FIG. 2 is an alignment chart showing a relationship between power output from an engine and power generated by two motor generators.
FIG. 3 is an alignment chart showing a relationship between an output of an engine and a power generated by two motor generators when the vehicle stops.
FIG. 4 is a flowchart showing a flow of an operation control routine of the hybrid vehicle.
FIG. 5 is an explanatory diagram conceptually showing a state in which the throttle opening of the engine is stored in the form of a map.
FIG. 6 is an explanatory diagram conceptually showing how the operating air-fuel ratio of the engine is stored in the form of a map.
FIG. 7 is a flowchart illustrating a flow of an air-fuel ratio control process according to the first embodiment.
FIG. 8 is an explanatory diagram conceptually showing a relationship between an operating air-fuel ratio of an engine, torque fluctuation, and fuel consumption efficiency.
FIG. 9 is an explanatory diagram conceptually showing a correspondence relationship established between an engine torque fluctuation amount and a generated power fluctuation amount.
FIG. 10 is a flowchart illustrating a flow of an air-fuel ratio control process according to a second embodiment.
[Explanation of symbols]
100 ... Hybrid vehicle
110 ... Engine
112 ... Engine ECU
114 ... Crankshaft
118 ... Crank angle sensor
122: permanent magnet
123 ... rotor
124 three-phase coil
125 ... stator
126 ... Resolver
132 ... permanent magnet
133 ... rotor
134 ... three-phase coil
135 ... stator
136 ... Resolver
138 ... Case
140 ... Planetary gear
141: sun gear shaft
142 ... Sun Gear
144: Planetary pinion gear
146: Planetary carrier
147 ... Ring gear shaft
148 ... Ring gear
150 ... battery
152,154 ... Inverter
156 ... motor ECU
160 ... Hybrid ECU
162: accelerator position sensor
164: brake switch
170 ... axle
172 ... Drive wheel
174 ... chain belt
180 ... exhaust passage
186 ... Throttle valve
188 ... Electric actuator
190 ... intake passage
192 ... Fuel injection valve
196… Air cleaner
200 ... Purification catalyst

Claims (9)

A hybrid vehicle including an electric motor that outputs power to an axle, an internal combustion engine, and a generator that is driven by the internal combustion engine and supplies electric power to the electric motor,
An output distribution mechanism that distributes an output of the internal combustion engine to the generator and the axle at a predetermined ratio;
A quasi-stationary operating state detecting means for detecting that a change in operating conditions of the internal combustion engine is in a quasi-stationary operating state that is equal to or less than a predetermined amount,
Generated power fluctuation detecting means for detecting the amount of fluctuation in the generated power of the generator in the quasi-stationary operation state,
A hybrid vehicle comprising: air-fuel ratio control means for controlling an operating air-fuel ratio of the internal combustion engine based on the detected amount of generated power fluctuation.

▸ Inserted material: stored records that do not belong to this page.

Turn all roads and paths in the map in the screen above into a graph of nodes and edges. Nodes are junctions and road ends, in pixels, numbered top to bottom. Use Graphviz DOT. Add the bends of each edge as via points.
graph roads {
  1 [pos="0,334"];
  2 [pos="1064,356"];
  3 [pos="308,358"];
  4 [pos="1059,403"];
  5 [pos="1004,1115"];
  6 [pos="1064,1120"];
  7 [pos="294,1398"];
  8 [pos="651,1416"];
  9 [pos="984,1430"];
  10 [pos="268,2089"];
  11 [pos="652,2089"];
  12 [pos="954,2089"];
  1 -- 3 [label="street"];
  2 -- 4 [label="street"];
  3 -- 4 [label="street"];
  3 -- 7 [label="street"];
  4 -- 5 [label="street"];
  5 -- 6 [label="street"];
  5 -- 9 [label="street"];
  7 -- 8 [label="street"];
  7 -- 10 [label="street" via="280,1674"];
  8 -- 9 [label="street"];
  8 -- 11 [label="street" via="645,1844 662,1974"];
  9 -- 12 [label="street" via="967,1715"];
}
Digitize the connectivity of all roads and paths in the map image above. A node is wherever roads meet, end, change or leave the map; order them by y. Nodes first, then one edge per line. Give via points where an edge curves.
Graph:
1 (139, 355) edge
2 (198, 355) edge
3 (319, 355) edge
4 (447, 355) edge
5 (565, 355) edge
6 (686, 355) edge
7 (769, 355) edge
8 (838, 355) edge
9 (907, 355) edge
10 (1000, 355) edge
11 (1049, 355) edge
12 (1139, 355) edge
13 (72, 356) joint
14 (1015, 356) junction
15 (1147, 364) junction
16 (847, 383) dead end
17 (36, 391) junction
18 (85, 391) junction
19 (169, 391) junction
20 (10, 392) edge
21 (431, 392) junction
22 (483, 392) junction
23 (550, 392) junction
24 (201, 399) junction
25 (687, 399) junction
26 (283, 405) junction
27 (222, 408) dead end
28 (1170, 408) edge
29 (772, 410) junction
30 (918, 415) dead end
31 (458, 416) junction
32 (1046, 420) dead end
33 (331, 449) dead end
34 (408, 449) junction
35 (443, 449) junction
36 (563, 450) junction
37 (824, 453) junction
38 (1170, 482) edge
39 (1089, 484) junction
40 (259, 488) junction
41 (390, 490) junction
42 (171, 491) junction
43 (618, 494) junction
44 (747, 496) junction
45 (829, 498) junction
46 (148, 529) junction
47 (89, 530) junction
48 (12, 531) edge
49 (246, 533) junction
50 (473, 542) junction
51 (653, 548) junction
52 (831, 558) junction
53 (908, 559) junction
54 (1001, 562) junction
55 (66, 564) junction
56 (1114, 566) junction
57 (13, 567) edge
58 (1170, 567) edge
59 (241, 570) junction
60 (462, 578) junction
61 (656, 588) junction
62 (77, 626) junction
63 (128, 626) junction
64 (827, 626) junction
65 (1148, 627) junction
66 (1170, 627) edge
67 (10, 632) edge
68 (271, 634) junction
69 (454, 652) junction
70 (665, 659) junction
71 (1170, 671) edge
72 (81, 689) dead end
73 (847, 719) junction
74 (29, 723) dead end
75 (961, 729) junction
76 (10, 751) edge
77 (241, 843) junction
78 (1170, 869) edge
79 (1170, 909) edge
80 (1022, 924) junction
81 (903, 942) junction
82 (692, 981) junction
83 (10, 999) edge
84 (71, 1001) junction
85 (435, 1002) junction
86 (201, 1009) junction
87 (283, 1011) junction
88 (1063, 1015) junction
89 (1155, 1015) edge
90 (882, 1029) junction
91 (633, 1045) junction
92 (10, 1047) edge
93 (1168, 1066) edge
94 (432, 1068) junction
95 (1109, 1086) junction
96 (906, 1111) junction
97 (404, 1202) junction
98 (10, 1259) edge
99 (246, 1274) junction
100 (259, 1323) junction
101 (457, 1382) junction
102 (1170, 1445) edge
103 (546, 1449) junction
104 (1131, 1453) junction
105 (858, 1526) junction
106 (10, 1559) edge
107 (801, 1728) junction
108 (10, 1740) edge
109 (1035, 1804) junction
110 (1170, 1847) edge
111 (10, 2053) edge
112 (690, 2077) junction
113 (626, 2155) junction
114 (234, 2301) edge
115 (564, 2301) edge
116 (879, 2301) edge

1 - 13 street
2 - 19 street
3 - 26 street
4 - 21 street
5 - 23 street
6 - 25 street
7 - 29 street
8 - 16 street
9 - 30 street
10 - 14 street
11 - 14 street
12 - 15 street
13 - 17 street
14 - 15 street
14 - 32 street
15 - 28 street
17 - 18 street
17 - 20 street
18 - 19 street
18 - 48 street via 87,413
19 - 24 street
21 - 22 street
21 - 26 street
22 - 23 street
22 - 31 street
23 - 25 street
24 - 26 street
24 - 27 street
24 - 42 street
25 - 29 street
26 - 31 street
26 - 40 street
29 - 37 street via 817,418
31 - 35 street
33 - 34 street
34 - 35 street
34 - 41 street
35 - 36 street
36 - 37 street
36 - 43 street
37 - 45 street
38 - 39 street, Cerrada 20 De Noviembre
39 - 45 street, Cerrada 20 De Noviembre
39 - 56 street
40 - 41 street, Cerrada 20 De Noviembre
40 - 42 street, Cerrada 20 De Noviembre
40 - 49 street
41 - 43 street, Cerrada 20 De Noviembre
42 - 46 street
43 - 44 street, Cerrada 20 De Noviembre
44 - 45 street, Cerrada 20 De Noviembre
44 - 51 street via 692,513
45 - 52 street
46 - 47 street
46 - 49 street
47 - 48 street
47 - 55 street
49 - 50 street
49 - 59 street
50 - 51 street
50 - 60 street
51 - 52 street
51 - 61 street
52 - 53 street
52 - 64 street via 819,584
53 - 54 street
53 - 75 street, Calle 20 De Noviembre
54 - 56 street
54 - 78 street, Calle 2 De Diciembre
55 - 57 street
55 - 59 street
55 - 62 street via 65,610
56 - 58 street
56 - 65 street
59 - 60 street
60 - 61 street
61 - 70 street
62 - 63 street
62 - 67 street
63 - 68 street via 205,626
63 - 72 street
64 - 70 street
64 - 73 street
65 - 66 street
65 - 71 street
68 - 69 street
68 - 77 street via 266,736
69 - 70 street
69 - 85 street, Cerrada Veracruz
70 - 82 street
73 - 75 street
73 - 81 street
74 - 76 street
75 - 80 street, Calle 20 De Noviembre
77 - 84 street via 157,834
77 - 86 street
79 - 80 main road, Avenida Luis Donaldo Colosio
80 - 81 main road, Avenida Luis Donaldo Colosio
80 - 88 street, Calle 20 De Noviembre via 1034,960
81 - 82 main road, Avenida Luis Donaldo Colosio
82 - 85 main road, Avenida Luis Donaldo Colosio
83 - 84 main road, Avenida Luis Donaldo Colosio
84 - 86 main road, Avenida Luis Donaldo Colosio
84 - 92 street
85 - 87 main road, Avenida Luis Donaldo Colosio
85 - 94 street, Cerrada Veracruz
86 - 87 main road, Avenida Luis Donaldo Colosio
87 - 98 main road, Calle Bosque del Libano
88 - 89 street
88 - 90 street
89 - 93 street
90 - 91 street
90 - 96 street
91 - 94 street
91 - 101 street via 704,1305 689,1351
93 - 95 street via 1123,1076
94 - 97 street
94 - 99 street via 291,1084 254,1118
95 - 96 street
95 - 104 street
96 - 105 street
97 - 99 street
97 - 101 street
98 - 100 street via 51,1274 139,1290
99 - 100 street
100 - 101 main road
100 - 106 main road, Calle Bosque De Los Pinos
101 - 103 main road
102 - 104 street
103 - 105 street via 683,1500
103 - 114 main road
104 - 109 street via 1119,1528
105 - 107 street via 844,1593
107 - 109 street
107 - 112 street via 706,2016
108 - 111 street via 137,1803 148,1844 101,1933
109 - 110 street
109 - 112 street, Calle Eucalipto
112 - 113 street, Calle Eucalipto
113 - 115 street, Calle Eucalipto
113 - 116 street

The hybrid vehicle according to claim 1,
A hybrid vehicle, wherein the output distribution mechanism is a planetary gear mechanism including a planetary carrier connected to the internal combustion engine, a sun gear connected to the generator, and a ring gear connected to the axle. The hybrid vehicle according to claim 1,
An accelerator pedal operated by a driver of the hybrid vehicle,
The hybrid vehicle, wherein the quasi-steady state detecting means is means for determining the quasi-steady state when the operation amount of the accelerator pedal is equal to or less than a predetermined value. The hybrid vehicle according to claim 1,
The generated power fluctuation detection means,
Power generation state detection means for detecting that the generator is in a power generation state,
With a command torque fluctuation detecting means for detecting a fluctuation amount of a torque command value to be absorbed by the generator,
A hybrid vehicle which is means for detecting a variation in the generated power based on a variation in the torque command value in the power generation state. The hybrid vehicle according to claim 1,
The air-fuel ratio control means,
Air-fuel ratio enrichment means for enriching the operating air-fuel ratio of the internal combustion engine when the detected amount of variation in the generated power is greater than a predetermined first threshold;
Air-fuel ratio leaning means for leaning the operating air-fuel ratio of the internal combustion engine when the detected fluctuation amount of the generated power is less than a predetermined second threshold smaller than the first threshold. Hybrid vehicle. The hybrid vehicle according to claim 1,
Throttle valve driving means for driving a throttle valve provided in the internal combustion engine;
A throttle that corrects the opening of the throttle valve to the closed side when the operating air-fuel ratio is enriched, and corrects the opening of the throttle valve to the open side when the operating air-fuel ratio is leaned. A hybrid vehicle comprising an opening correction means. The hybrid vehicle according to claim 1,
Operating condition detecting means for detecting operating conditions of the internal combustion engine,
A target air-fuel ratio for controlling the internal combustion engine, and target air-fuel ratio storage means for storing the target air-fuel ratio in association with operating conditions of the internal combustion engine,
The hybrid vehicle is a means for controlling the operating air-fuel ratio of the internal combustion engine and learning the target air-fuel ratio by updating the stored target air-fuel ratio. The hybrid vehicle according to claim 7, wherein
Throttle valve driving means for driving a throttle valve provided in the internal combustion engine;
A throttle that corrects the opening of the throttle valve to the closed side when the operating air-fuel ratio is enriched, and corrects the opening of the throttle valve to the open side when the operating air-fuel ratio is leaned. Opening correction means,
Operating condition detecting means for detecting operating conditions of the internal combustion engine,
Target opening degree storage means for storing the target opening degree of the throttle valve in association with the operating condition of the internal combustion engine,
The hybrid vehicle, wherein the throttle opening correction means is means for correcting the opening of the throttle valve and learning the target opening by updating the stored target opening. A method for controlling an operating air-fuel ratio of an internal combustion engine in a hybrid vehicle including an electric motor that outputs power to an axle, an internal combustion engine, and a generator that is driven by the internal combustion engine and supplies power to the electric motor. ,
Distributing the output of the internal combustion engine to the generator and the axle at a predetermined ratio;
A step of detecting that the fluctuation of the operating condition of the internal combustion engine is in a quasi-stationary operating state that is equal to or less than a predetermined amount,
Detecting a fluctuation amount of the generated power of the generator in the quasi-stationary operation state,
Controlling the operating air-fuel ratio of the internal combustion engine based on the detected fluctuation amount of the generated power.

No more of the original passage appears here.